WORK REQUIRED:
All the data below should be printed again without a single difference.

■ ■ ■

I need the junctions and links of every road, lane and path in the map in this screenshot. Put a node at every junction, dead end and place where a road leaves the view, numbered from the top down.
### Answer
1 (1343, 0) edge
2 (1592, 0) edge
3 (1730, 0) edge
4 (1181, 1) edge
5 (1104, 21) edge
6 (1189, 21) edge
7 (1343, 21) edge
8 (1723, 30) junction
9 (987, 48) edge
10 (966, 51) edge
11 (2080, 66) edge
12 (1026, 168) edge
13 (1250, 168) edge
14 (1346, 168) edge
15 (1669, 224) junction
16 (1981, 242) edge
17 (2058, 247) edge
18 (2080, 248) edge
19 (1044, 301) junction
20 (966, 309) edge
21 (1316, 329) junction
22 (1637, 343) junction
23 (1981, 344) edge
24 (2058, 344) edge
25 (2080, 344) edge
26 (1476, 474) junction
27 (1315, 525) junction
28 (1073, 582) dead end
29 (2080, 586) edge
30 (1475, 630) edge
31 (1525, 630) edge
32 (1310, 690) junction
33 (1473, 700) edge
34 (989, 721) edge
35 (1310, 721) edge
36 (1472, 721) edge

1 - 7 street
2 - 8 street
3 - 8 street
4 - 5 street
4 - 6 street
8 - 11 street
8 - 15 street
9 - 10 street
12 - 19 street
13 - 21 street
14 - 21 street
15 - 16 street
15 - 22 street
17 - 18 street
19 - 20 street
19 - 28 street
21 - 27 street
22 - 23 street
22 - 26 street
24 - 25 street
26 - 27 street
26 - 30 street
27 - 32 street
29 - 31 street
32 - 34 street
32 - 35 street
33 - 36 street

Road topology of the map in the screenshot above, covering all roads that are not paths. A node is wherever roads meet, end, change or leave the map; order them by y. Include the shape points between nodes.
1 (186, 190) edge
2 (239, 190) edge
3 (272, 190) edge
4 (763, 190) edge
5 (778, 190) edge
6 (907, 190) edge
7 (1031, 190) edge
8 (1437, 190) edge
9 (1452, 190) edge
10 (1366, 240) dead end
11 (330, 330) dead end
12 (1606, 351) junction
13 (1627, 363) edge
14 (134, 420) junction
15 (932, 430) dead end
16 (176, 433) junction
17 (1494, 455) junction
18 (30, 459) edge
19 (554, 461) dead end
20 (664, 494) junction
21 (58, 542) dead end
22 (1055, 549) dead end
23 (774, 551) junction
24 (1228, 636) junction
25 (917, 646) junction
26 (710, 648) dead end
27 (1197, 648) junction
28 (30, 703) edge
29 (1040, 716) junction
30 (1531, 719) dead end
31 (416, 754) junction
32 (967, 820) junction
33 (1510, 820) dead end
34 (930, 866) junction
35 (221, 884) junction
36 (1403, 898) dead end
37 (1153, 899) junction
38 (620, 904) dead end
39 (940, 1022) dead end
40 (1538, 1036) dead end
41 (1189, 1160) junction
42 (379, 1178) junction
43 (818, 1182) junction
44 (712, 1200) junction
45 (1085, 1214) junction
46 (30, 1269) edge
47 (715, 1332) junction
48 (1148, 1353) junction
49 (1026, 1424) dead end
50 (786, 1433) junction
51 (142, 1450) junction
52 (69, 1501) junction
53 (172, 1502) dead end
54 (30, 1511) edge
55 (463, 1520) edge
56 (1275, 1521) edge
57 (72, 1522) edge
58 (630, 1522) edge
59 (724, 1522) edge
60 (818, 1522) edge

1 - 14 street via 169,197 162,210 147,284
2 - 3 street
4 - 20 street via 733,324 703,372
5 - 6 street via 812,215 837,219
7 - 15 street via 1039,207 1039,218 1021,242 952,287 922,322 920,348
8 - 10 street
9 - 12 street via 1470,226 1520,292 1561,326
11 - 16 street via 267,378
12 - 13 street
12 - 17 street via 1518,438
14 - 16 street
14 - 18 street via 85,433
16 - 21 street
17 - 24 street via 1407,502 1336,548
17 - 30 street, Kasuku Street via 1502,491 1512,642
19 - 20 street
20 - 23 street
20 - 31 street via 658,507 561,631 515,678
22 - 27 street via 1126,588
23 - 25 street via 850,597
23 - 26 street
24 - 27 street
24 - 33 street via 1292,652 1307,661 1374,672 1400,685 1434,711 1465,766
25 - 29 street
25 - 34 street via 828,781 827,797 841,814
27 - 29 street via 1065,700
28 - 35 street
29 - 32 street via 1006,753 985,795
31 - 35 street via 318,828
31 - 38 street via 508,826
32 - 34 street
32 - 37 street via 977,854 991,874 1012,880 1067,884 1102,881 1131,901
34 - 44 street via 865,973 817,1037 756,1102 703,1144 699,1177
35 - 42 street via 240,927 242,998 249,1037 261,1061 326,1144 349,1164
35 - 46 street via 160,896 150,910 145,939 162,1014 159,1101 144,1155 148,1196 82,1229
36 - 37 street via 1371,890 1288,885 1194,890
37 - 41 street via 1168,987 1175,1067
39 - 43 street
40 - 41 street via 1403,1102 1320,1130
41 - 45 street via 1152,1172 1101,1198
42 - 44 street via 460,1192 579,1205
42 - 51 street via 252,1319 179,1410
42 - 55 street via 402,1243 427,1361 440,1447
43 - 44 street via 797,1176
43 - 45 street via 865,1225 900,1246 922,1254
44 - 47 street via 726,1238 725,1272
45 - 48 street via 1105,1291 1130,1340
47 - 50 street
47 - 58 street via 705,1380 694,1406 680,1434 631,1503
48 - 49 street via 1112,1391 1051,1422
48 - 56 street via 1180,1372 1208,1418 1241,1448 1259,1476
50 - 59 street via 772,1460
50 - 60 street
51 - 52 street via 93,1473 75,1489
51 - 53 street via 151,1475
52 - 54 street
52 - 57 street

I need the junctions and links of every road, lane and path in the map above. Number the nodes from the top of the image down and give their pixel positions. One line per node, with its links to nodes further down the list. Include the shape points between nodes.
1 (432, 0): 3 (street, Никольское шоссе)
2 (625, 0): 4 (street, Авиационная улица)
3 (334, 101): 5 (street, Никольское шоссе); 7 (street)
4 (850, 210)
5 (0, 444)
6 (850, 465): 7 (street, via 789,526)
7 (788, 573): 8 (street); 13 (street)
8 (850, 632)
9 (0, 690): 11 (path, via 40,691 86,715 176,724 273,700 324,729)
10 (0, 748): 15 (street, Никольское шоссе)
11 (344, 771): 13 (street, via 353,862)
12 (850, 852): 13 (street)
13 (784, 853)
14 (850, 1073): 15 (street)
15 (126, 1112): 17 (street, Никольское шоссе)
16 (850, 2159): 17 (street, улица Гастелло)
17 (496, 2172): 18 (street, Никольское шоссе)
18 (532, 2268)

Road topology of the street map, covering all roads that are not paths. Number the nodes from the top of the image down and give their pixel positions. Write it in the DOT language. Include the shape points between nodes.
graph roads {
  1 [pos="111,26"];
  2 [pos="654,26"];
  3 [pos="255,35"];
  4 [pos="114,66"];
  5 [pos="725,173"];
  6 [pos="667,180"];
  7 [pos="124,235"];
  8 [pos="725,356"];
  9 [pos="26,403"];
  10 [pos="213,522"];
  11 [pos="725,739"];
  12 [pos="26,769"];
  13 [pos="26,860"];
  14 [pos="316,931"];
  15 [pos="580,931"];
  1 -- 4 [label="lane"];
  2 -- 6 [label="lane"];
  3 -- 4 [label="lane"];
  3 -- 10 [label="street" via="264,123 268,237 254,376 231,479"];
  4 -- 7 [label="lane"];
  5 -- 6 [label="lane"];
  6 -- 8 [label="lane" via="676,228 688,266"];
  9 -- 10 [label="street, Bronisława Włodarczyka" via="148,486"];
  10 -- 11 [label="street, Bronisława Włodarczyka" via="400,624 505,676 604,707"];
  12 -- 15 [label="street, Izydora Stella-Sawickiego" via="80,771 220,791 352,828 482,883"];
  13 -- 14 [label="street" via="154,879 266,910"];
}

■ ■ ■

OUTPUT OF THE TASK:
I need the junctions and links of every road, lane and path in the map in this screenshot. Put a node at every junction, dead end and place where a road leaves the view, numbered from the top down.
### Answer
1 (1343, 0) edge
2 (1592, 0) edge
3 (1730, 0) edge
4 (1181, 1) edge
5 (1104, 21) edge
6 (1189, 21) edge
7 (1343, 21) edge
8 (1723, 30) junction
9 (987, 48) edge
10 (966, 51) edge
11 (2080, 66) edge
12 (1026, 168) edge
13 (1250, 168) edge
14 (1346, 168) edge
15 (1669, 224) junction
16 (1981, 242) edge
17 (2058, 247) edge
18 (2080, 248) edge
19 (1044, 301) junction
20 (966, 309) edge
21 (1316, 329) junction
22 (1637, 343) junction
23 (1981, 344) edge
24 (2058, 344) edge
25 (2080, 344) edge
26 (1476, 474) junction
27 (1315, 525) junction
28 (1073, 582) dead end
29 (2080, 586) edge
30 (1475, 630) edge
31 (1525, 630) edge
32 (1310, 690) junction
33 (1473, 700) edge
34 (989, 721) edge
35 (1310, 721) edge
36 (1472, 721) edge

1 - 7 street
2 - 8 street
3 - 8 street
4 - 5 street
4 - 6 street
8 - 11 street
8 - 15 street
9 - 10 street
12 - 19 street
13 - 21 street
14 - 21 street
15 - 16 street
15 - 22 street
17 - 18 street
19 - 20 street
19 - 28 street
21 - 27 street
22 - 23 street
22 - 26 street
24 - 25 street
26 - 27 street
26 - 30 street
27 - 32 street
29 - 31 street
32 - 34 street
32 - 35 street
33 - 36 street

Road topology of the map in the screenshot above, covering all roads that are not paths. A node is wherever roads meet, end, change or leave the map; order them by y. Include the shape points between nodes.
1 (186, 190) edge
2 (239, 190) edge
3 (272, 190) edge
4 (763, 190) edge
5 (778, 190) edge
6 (907, 190) edge
7 (1031, 190) edge
8 (1437, 190) edge
9 (1452, 190) edge
10 (1366, 240) dead end
11 (330, 330) dead end
12 (1606, 351) junction
13 (1627, 363) edge
14 (134, 420) junction
15 (932, 430) dead end
16 (176, 433) junction
17 (1494, 455) junction
18 (30, 459) edge
19 (554, 461) dead end
20 (664, 494) junction
21 (58, 542) dead end
22 (1055, 549) dead end
23 (774, 551) junction
24 (1228, 636) junction
25 (917, 646) junction
26 (710, 648) dead end
27 (1197, 648) junction
28 (30, 703) edge
29 (1040, 716) junction
30 (1531, 719) dead end
31 (416, 754) junction
32 (967, 820) junction
33 (1510, 820) dead end
34 (930, 866) junction
35 (221, 884) junction
36 (1403, 898) dead end
37 (1153, 899) junction
38 (620, 904) dead end
39 (940, 1022) dead end
40 (1538, 1036) dead end
41 (1189, 1160) junction
42 (379, 1178) junction
43 (818, 1182) junction
44 (712, 1200) junction
45 (1085, 1214) junction
46 (30, 1269) edge
47 (715, 1332) junction
48 (1148, 1353) junction
49 (1026, 1424) dead end
50 (786, 1433) junction
51 (142, 1450) junction
52 (69, 1501) junction
53 (172, 1502) dead end
54 (30, 1511) edge
55 (463, 1520) edge
56 (1275, 1521) edge
57 (72, 1522) edge
58 (630, 1522) edge
59 (724, 1522) edge
60 (818, 1522) edge

1 - 14 street via 169,197 162,210 147,284
2 - 3 street
4 - 20 street via 733,324 703,372
5 - 6 street via 812,215 837,219
7 - 15 street via 1039,207 1039,218 1021,242 952,287 922,322 920,348
8 - 10 street
9 - 12 street via 1470,226 1520,292 1561,326
11 - 16 street via 267,378
12 - 13 street
12 - 17 street via 1518,438
14 - 16 street
14 - 18 street via 85,433
16 - 21 street
17 - 24 street via 1407,502 1336,548
17 - 30 street, Kasuku Street via 1502,491 1512,642
19 - 20 street
20 - 23 street
20 - 31 street via 658,507 561,631 515,678
22 - 27 street via 1126,588
23 - 25 street via 850,597
23 - 26 street
24 - 27 street
24 - 33 street via 1292,652 1307,661 1374,672 1400,685 1434,711 1465,766
25 - 29 street
25 - 34 street via 828,781 827,797 841,814
27 - 29 street via 1065,700
28 - 35 street
29 - 32 street via 1006,753 985,795
31 - 35 street via 318,828
31 - 38 street via 508,826
32 - 34 street
32 - 37 street via 977,854 991,874 1012,880 1067,884 1102,881 1131,901
34 - 44 street via 865,973 817,1037 756,1102 703,1144 699,1177
35 - 42 street via 240,927 242,998 249,1037 261,1061 326,1144 349,1164
35 - 46 street via 160,896 150,910 145,939 162,1014 159,1101 144,1155 148,1196 82,1229
36 - 37 street via 1371,890 1288,885 1194,890
37 - 41 street via 1168,987 1175,1067
39 - 43 street
40 - 41 street via 1403,1102 1320,1130
41 - 45 street via 1152,1172 1101,1198
42 - 44 street via 460,1192 579,1205
42 - 51 street via 252,1319 179,1410
42 - 55 street via 402,1243 427,1361 440,1447
43 - 44 street via 797,1176
43 - 45 street via 865,1225 900,1246 922,1254
44 - 47 street via 726,1238 725,1272
45 - 48 street via 1105,1291 1130,1340
47 - 50 street
47 - 58 street via 705,1380 694,1406 680,1434 631,1503
48 - 49 street via 1112,1391 1051,1422
48 - 56 street via 1180,1372 1208,1418 1241,1448 1259,1476
50 - 59 street via 772,1460
50 - 60 street
51 - 52 street via 93,1473 75,1489
51 - 53 street via 151,1475
52 - 54 street
52 - 57 street

I need the junctions and links of every road, lane and path in the map above. Number the nodes from the top of the image down and give their pixel positions. One line per node, with its links to nodes further down the list. Include the shape points between nodes.
1 (432, 0): 3 (street, Никольское шоссе)
2 (625, 0): 4 (street, Авиационная улица)
3 (334, 101): 5 (street, Никольское шоссе); 7 (street)
4 (850, 210)
5 (0, 444)
6 (850, 465): 7 (street, via 789,526)
7 (788, 573): 8 (street); 13 (street)
8 (850, 632)
9 (0, 690): 11 (path, via 40,691 86,715 176,724 273,700 324,729)
10 (0, 748): 15 (street, Никольское шоссе)
11 (344, 771): 13 (street, via 353,862)
12 (850, 852): 13 (street)
13 (784, 853)
14 (850, 1073): 15 (street)
15 (126, 1112): 17 (street, Никольское шоссе)
16 (850, 2159): 17 (street, улица Гастелло)
17 (496, 2172): 18 (street, Никольское шоссе)
18 (532, 2268)

Road topology of the street map, covering all roads that are not paths. Number the nodes from the top of the image down and give their pixel positions. Write it in the DOT language. Include the shape points between nodes.
graph roads {
  1 [pos="111,26"];
  2 [pos="654,26"];
  3 [pos="255,35"];
  4 [pos="114,66"];
  5 [pos="725,173"];
  6 [pos="667,180"];
  7 [pos="124,235"];
  8 [pos="725,356"];
  9 [pos="26,403"];
  10 [pos="213,522"];
  11 [pos="725,739"];
  12 [pos="26,769"];
  13 [pos="26,860"];
  14 [pos="316,931"];
  15 [pos="580,931"];
  1 -- 4 [label="lane"];
  2 -- 6 [label="lane"];
  3 -- 4 [label="lane"];
  3 -- 10 [label="street" via="264,123 268,237 254,376 231,479"];
  4 -- 7 [label="lane"];
  5 -- 6 [label="lane"];
  6 -- 8 [label="lane" via="676,228 688,266"];
  9 -- 10 [label="street, Bronisława Włodarczyka" via="148,486"];
  10 -- 11 [label="street, Bronisława Włodarczyka" via="400,624 505,676 604,707"];
  12 -- 15 [label="street, Izydora Stella-Sawickiego" via="80,771 220,791 352,828 482,883"];
  13 -- 14 [label="street" via="154,879 266,910"];
}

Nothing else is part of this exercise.